I never got the first email from Apple

Check spam. The sender is no_reply@email.apple.com. The invite expires in three days. If it's been longer, email beta@withasha.com and we'll resend.

I accepted the team invite but never got the TestFlight invite

That second email comes after we manually add you to the internal test group. It can take a day. If it's been longer than that, email beta@withasha.com.

Asha freezes on the avatar / Ralph stays silent

This is a known set of bugs we're hunting. Take a screenshot, then go to Settings → Send diagnostic to dev. Include the build number from the dashboard footer. Force-quit and reopen. Usually clears it.

I can't get the OTP email to arrive

Check spam. Wait 30 seconds. Try again. If it still doesn't come, email beta@withasha.com. Our email delivery service occasionally rate-limits new addresses.

The voice mode mishears me

The on-device speech recognition is decent but not perfect. If a turn went off-rails, switch to text mode for that consult. There's a toggle on the consult screen. We're working on speech-quality fixes.

!

What we ask of you

Asha is in private beta and what you see here is confidential. By installing the app, accepting the TestFlight invite, or otherwise using Asha during the beta, you agree to the following obligations. These obligations also appear in our Terms of Service §5 (Beta tester obligations) and apply in addition to the general Terms.

Confidential information

"Confidential information" means anything non-public you observe, receive, or generate while testing Asha. Including but not limited to: the app and its user interface, screenshots and screen recordings, build numbers, the wording and behavior of the AI persona Ralph, the AI panel's verdicts and reasoning, defects and bugs you discover, internal release notes, our roadmap, and any business or technical information Asha shares with you privately.

It does not include information that is publicly available without your involvement, that you knew before joining the beta, or that you receive from a third party who is not bound by confidentiality to us.

Your obligations

Term

Your confidentiality obligations begin when you first use the beta and continue until either Asha is generally available to the public, or two years from your first use, whichever is sooner. Obligations relating to information you know to be sensitive (security flaws, internal data) survive indefinitely.

No warranties, no liability for clinical decisions

Beta software is provided as-is. Ralph and the panel may say things that are wrong, incomplete, or misleading. That's exactly what we're testing for. Don't rely on Asha during beta to make a medical decision without independently consulting your physician. We're not liable for any decision you or anyone else makes on the basis of beta output. Asha never diagnoses, prescribes, or treats; it offers guidance about whether to seek a second opinion.

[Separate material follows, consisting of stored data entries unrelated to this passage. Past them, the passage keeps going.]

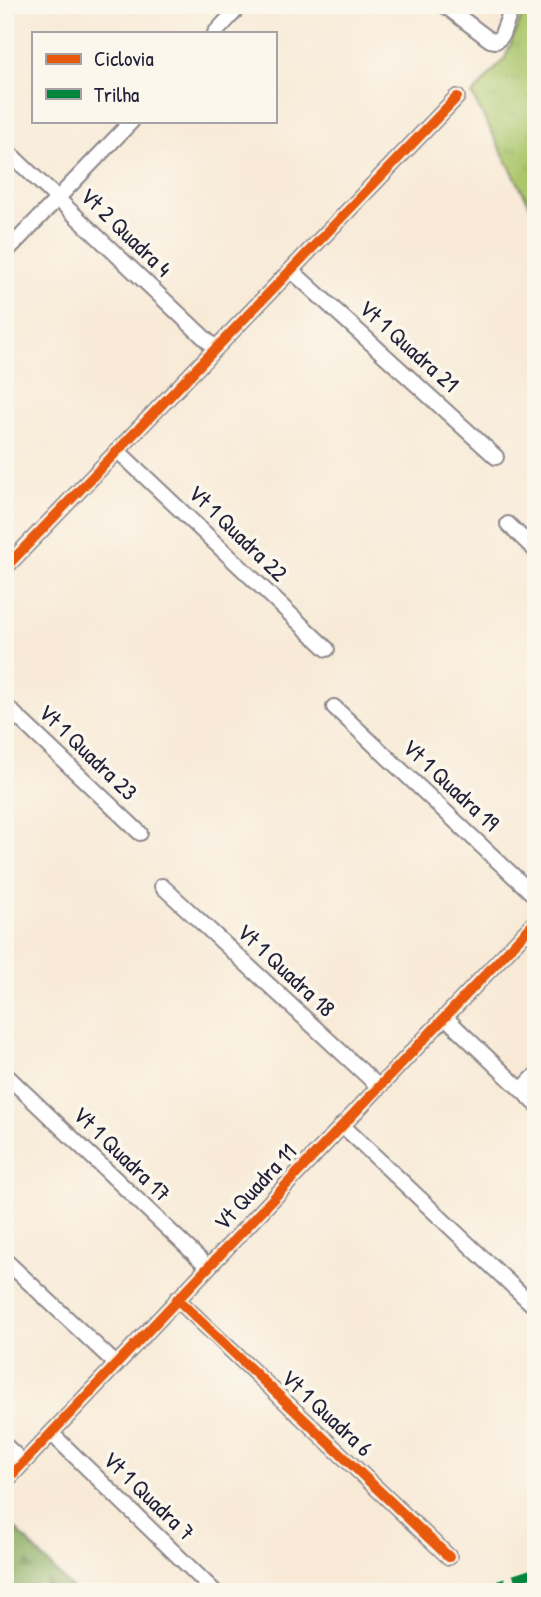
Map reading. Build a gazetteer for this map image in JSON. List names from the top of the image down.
{
  "streets": {
    "street": [
      "Vt 2 Quadra 4",
      "Vt 1 Quadra 21",
      "Vt 1 Quadra 22",
      "Vt 1 Quadra 23",
      "Vt 1 Quadra 19",
      "Vt 1 Quadra 18",
      "Vt 1 Quadra 17",
      "Vt Quadra 11",
      "Vt 1 Quadra 6",
      "Vt 1 Quadra 7"
    ]
  },
  "crossings": [
    ["Vt 1 Quadra 18", "Vt Quadra 11"],
    ["Vt 1 Quadra 17", "Vt Quadra 11"],
    ["Vt Quadra 11", "Vt 1 Quadra 6"],
    ["Vt Quadra 11", "Vt 1 Quadra 7"]
  ],
  "legend": ["Ciclovia", "Trilha"]
}
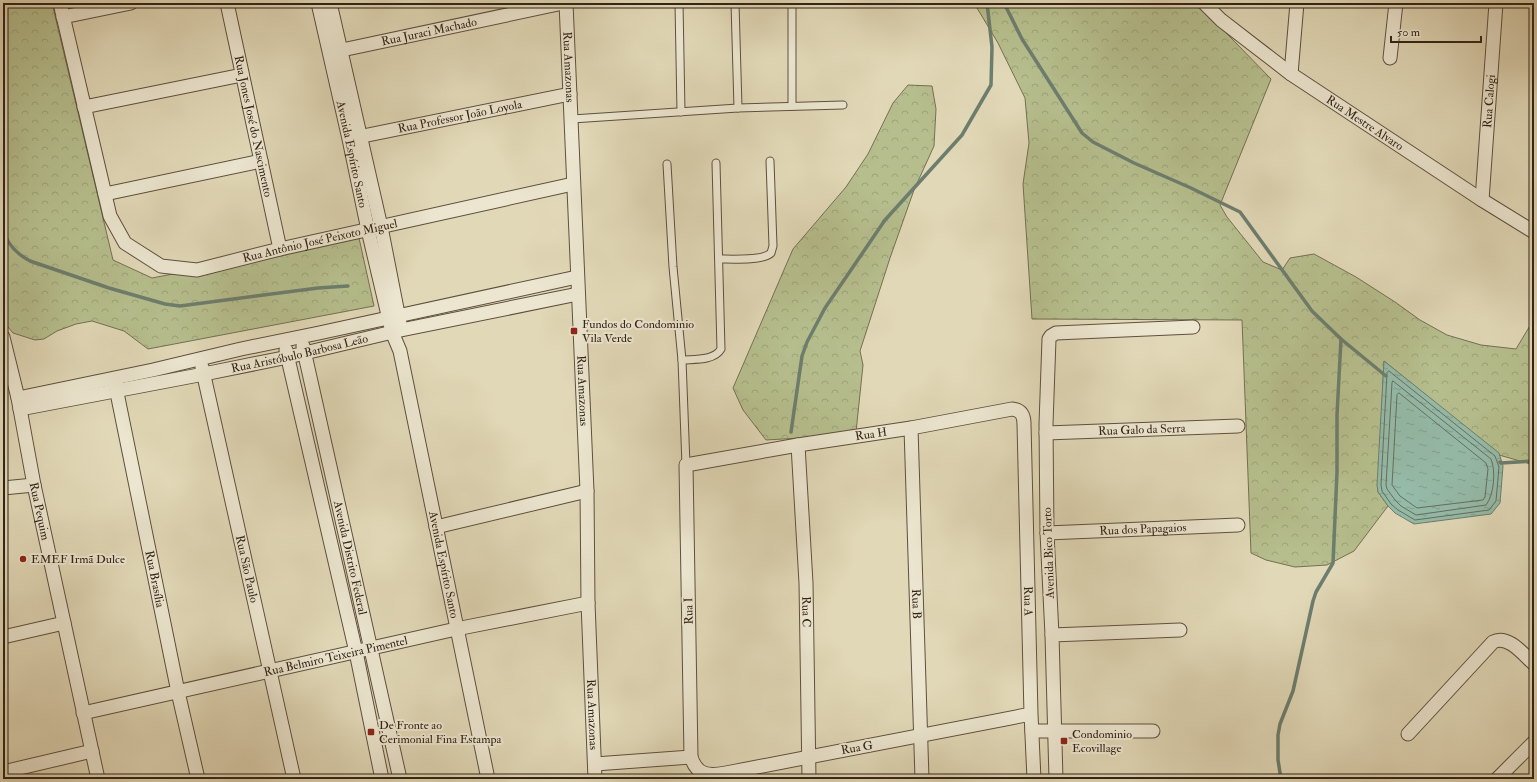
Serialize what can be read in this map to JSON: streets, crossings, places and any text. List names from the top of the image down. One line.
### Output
{"streets":{"street":["Rua Juraci Machado","Rua Amazonas","Rua Calogi","Rua Professor João Loyola","Rua Mestre Alvaro","Rua Jones José do Nascimento","Avenida Espírito Santo","Rua Antônio José Peixoto Miguel","Rua Aristóbulo Barbosa Leão","Rua Galo da Serra","Rua H","Rua Pequim","Rua dos Papagaios","Avenida Bico Torto","Avenida Distrito Federal","Rua São Paulo","Rua Brasília","Rua A","Rua B","Rua I","Rua C","Rua Belmiro Teixeira Pimentel","Rua G"]},"crossings":[["Rua Juraci Machado","Rua Amazonas"],["Rua Juraci Machado","Avenida Espírito Santo"],["Rua Amazonas","Rua Professor João Loyola"],["Rua Amazonas","Rua Antônio José Peixoto Miguel"],["Rua Amazonas","Rua Aristóbulo Barbosa Leão"],["Rua Amazonas","Rua Belmiro Teixeira Pimentel"],["Rua Calogi","Rua Mestre Alvaro"],["Rua Professor João Loyola","Avenida Espírito Santo"],["Rua Jones José do Nascimento","Rua Antônio José Peixoto Miguel"],["Avenida Espírito Santo","Rua Antônio José Peixoto Miguel"],["Avenida Espírito Santo","Rua Aristóbulo Barbosa Leão"],["Avenida Espírito Santo","Rua Belmiro Teixeira Pimentel"],["Rua Aristóbulo Barbosa Leão","Rua Pequim"],["Rua Aristóbulo Barbosa Leão","Avenida Distrito Federal"],["Rua Aristóbulo Barbosa Leão","Rua São Paulo"],["Rua Aristóbulo Barbosa Leão","Rua Brasília"],["Rua Galo da Serra","Avenida Bico Torto"],["Rua H","Rua A"],["Rua H","Rua B"],["Rua H","Rua I"],["Rua H","Rua C"],["Rua Pequim","Rua Belmiro Teixeira Pimentel"],["Rua dos Papagaios","Avenida Bico Torto"],["Avenida Distrito Federal","Rua Belmiro Teixeira Pimentel"],["Rua São Paulo","Rua Belmiro Teixeira Pimentel"],["Rua Brasília","Rua Belmiro Teixeira Pimentel"],["Rua A","Rua G"],["Rua B","Rua G"],["Rua I","Rua G"],["Rua C","Rua G"]],"places":{"transit":["Fundos do Condominio Vila Verde","De Fronte ao Cerimonial Fina Estampa","Condominio Ecovillage"],"other":["EMEF Irmã Dulce"]},"scale_bar":"50 m"}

No license, no transfer of rights

You're getting limited, revocable, non-transferable use of the beta. You're not getting any rights to Asha's intellectual property, the prompts that drive Ralph and the panel, the AI personas, the brand, or any underlying technology.

A separate, signed beta agreement may follow before public launch. Until then, these obligations are binding by virtue of your continued use of the beta.